### Problem to solve
Your answer must consist of every line from the data below that includes the word "Marguerites".

### Saved data entries
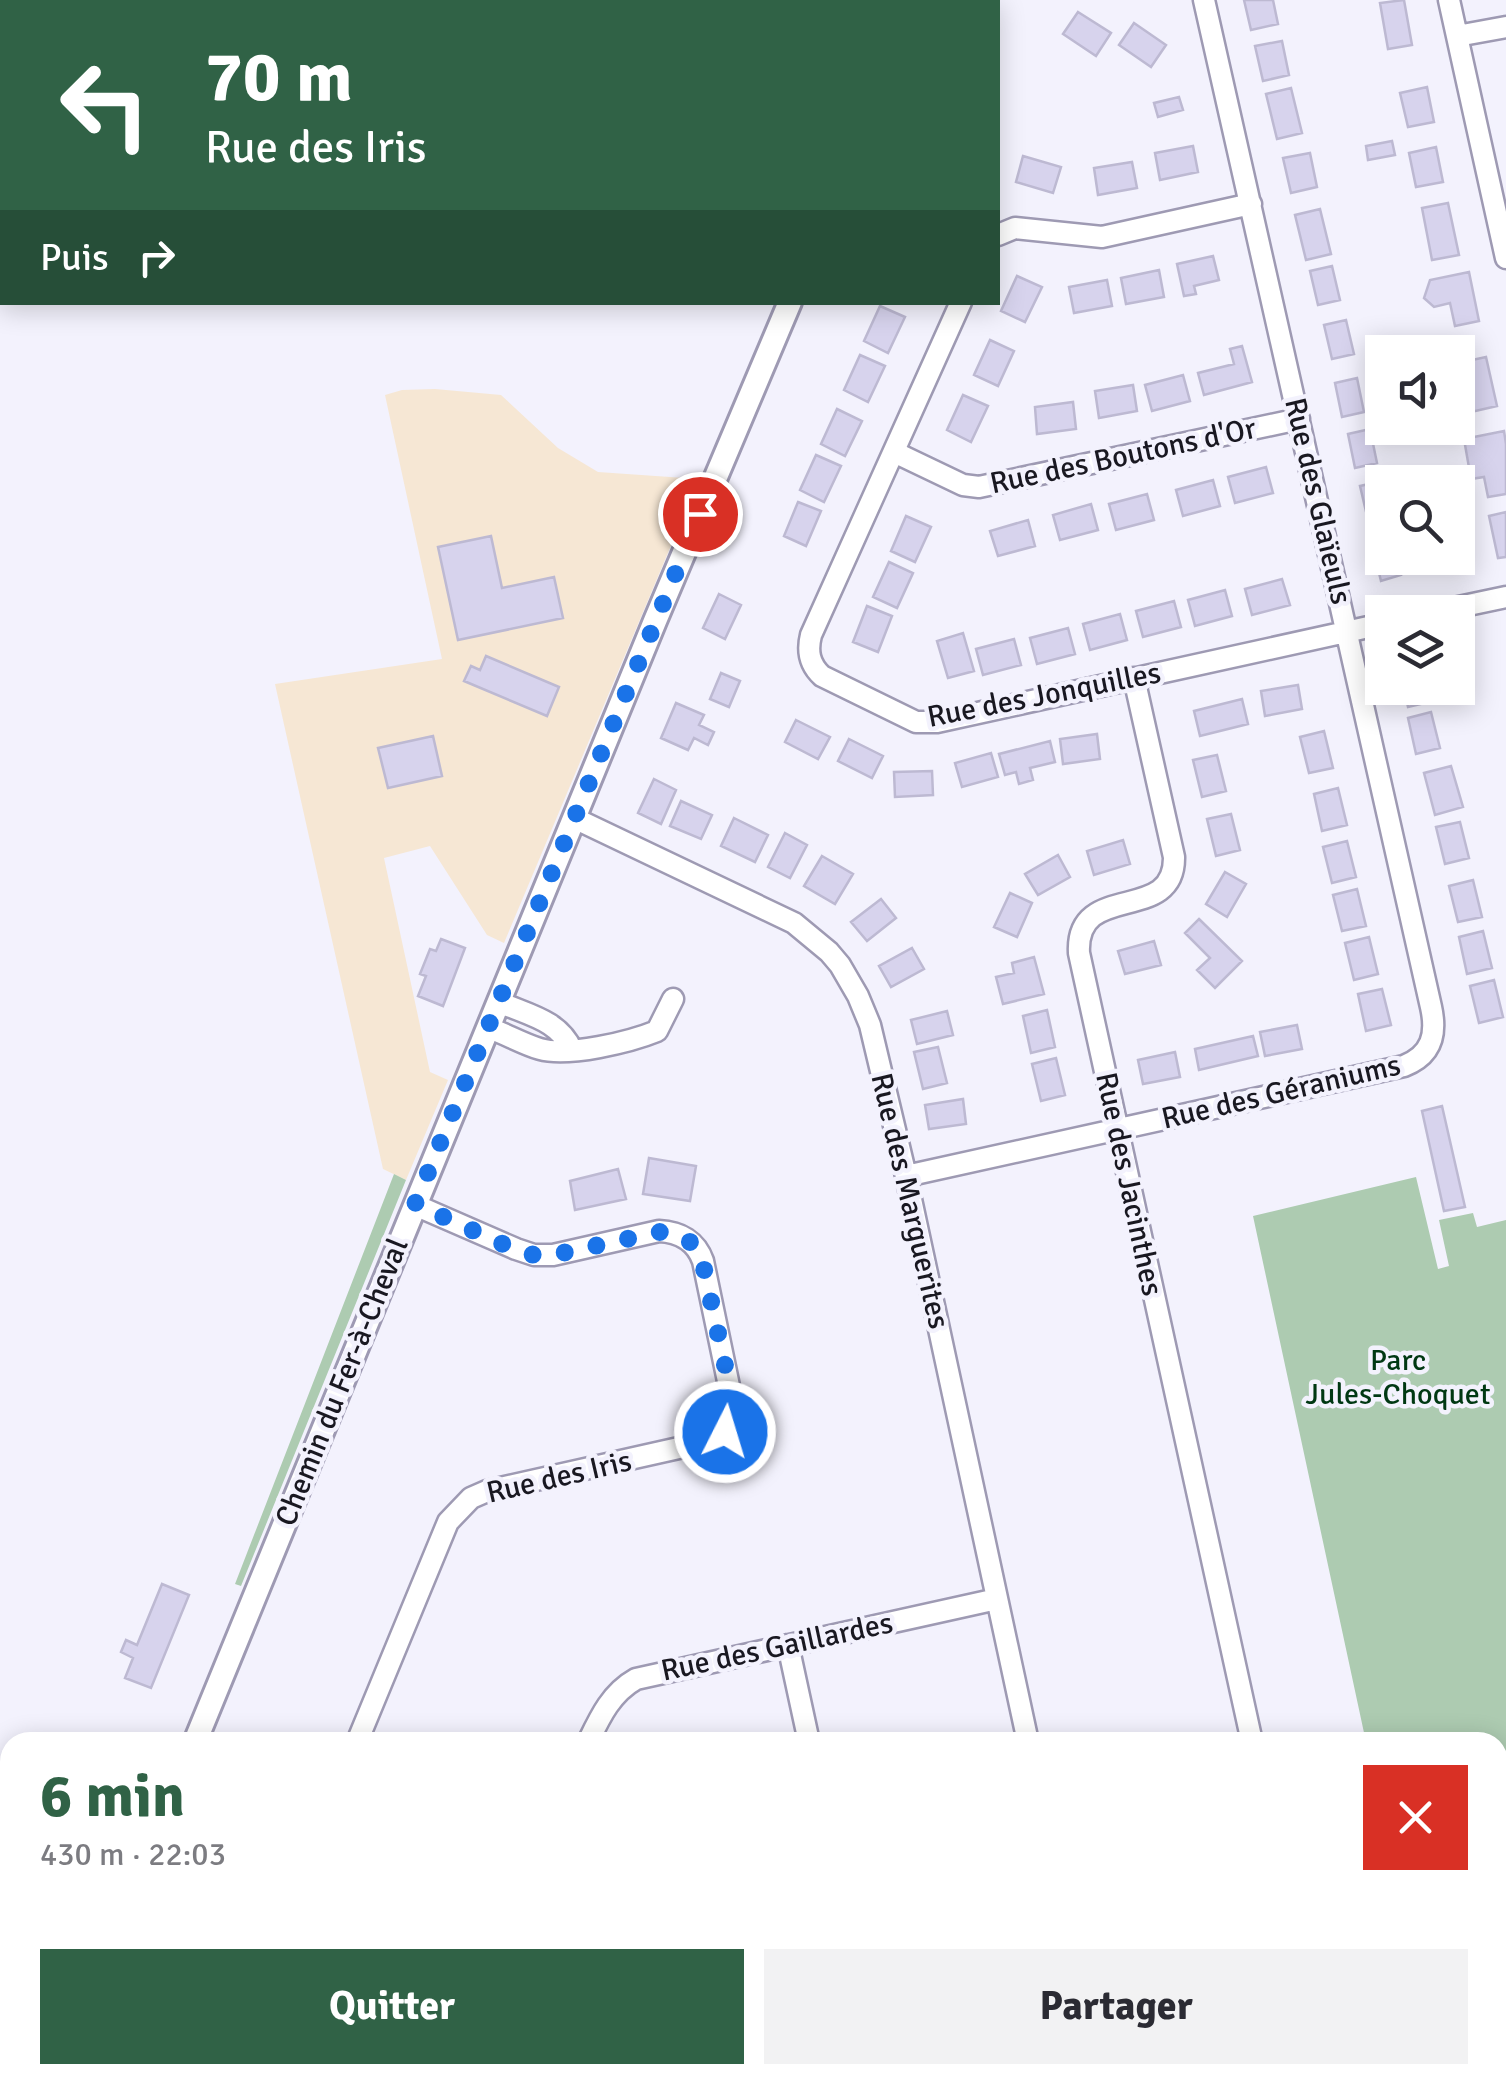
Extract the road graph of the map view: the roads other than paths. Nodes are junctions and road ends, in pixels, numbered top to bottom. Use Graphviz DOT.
graph roads {
  1 [pos="1204,0"];
  2 [pos="1450,0"];
  3 [pos="1506,27"];
  4 [pos="1458,36"];
  5 [pos="1251,204"];
  6 [pos="1000,234"];
  7 [pos="1506,258"];
  8 [pos="789,305"];
  9 [pos="960,305"];
  10 [pos="1299,419"];
  11 [pos="894,452"];
  12 [pos="1506,597"];
  13 [pos="1475,604"];
  14 [pos="1365,628"];
  15 [pos="1348,632"];
  16 [pos="1134,678"];
  17 [pos="574,818"];
  18 [pos="673,999"];
  19 [pos="499,1002"];
  20 [pos="489,1028"];
  21 [pos="572,1050"];
  22 [pos="1421,1057"];
  23 [pos="1116,1130"];
  24 [pos="906,1176"];
  25 [pos="415,1204"];
  26 [pos="997,1599"];
  27 [pos="788,1645"];
  28 [pos="198,1732"];
  29 [pos="363,1732"];
  30 [pos="593,1732"];
  31 [pos="807,1732"];
  32 [pos="1026,1732"];
  33 [pos="1250,1732"];
  1 -- 5 [label="street, Rue des Glaïeuls"];
  2 -- 4 [label="street"];
  3 -- 4 [label="street"];
  4 -- 7 [label="street"];
  5 -- 6 [label="street"];
  5 -- 10 [label="street, Rue des Glaïeuls"];
  8 -- 17 [label="street, Chemin du Fer-à-Cheval"];
  9 -- 11 [label="street, Rue des Jonquilles"];
  10 -- 11 [label="street, Rue des Boutons d'Or"];
  10 -- 15 [label="street, Rue des Glaïeuls"];
  11 -- 16 [label="street, Rue des Jonquilles"];
  12 -- 13 [label="street"];
  14 -- 15 [label="street, Rue des Jonquilles"];
  15 -- 16 [label="street, Rue des Jonquilles"];
  15 -- 22 [label="street, Rue des Glaïeuls"];
  16 -- 23 [label="street, Rue des Jacinthes"];
  17 -- 19 [label="street, Chemin du Fer-à-Cheval"];
  17 -- 24 [label="street, Rue des Marguerites"];
  18 -- 21 [label="street"];
  19 -- 20 [label="street, Chemin du Fer-à-Cheval"];
  19 -- 21 [label="street"];
  20 -- 21 [label="street"];
  20 -- 25 [label="street, Chemin du Fer-à-Cheval"];
  22 -- 23 [label="street, Rue des Géraniums"];
  23 -- 24 [label="street, Rue des Géraniums"];
  23 -- 33 [label="street, Rue des Jacinthes"];
  24 -- 26 [label="street, Rue des Marguerites"];
  25 -- 28 [label="street, Chemin du Fer-à-Cheval"];
  25 -- 29 [label="street, Rue des Iris"];
  26 -- 27 [label="street, Rue des Gaillardes"];
  26 -- 32 [label="street, Rue des Marguerites"];
  27 -- 30 [label="street, Rue des Gaillardes"];
  27 -- 31 [label="street"];
}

### Final answer
  17 -- 24 [label="street, Rue des Marguerites"];
  24 -- 26 [label="street, Rue des Marguerites"];
  26 -- 32 [label="street, Rue des Marguerites"];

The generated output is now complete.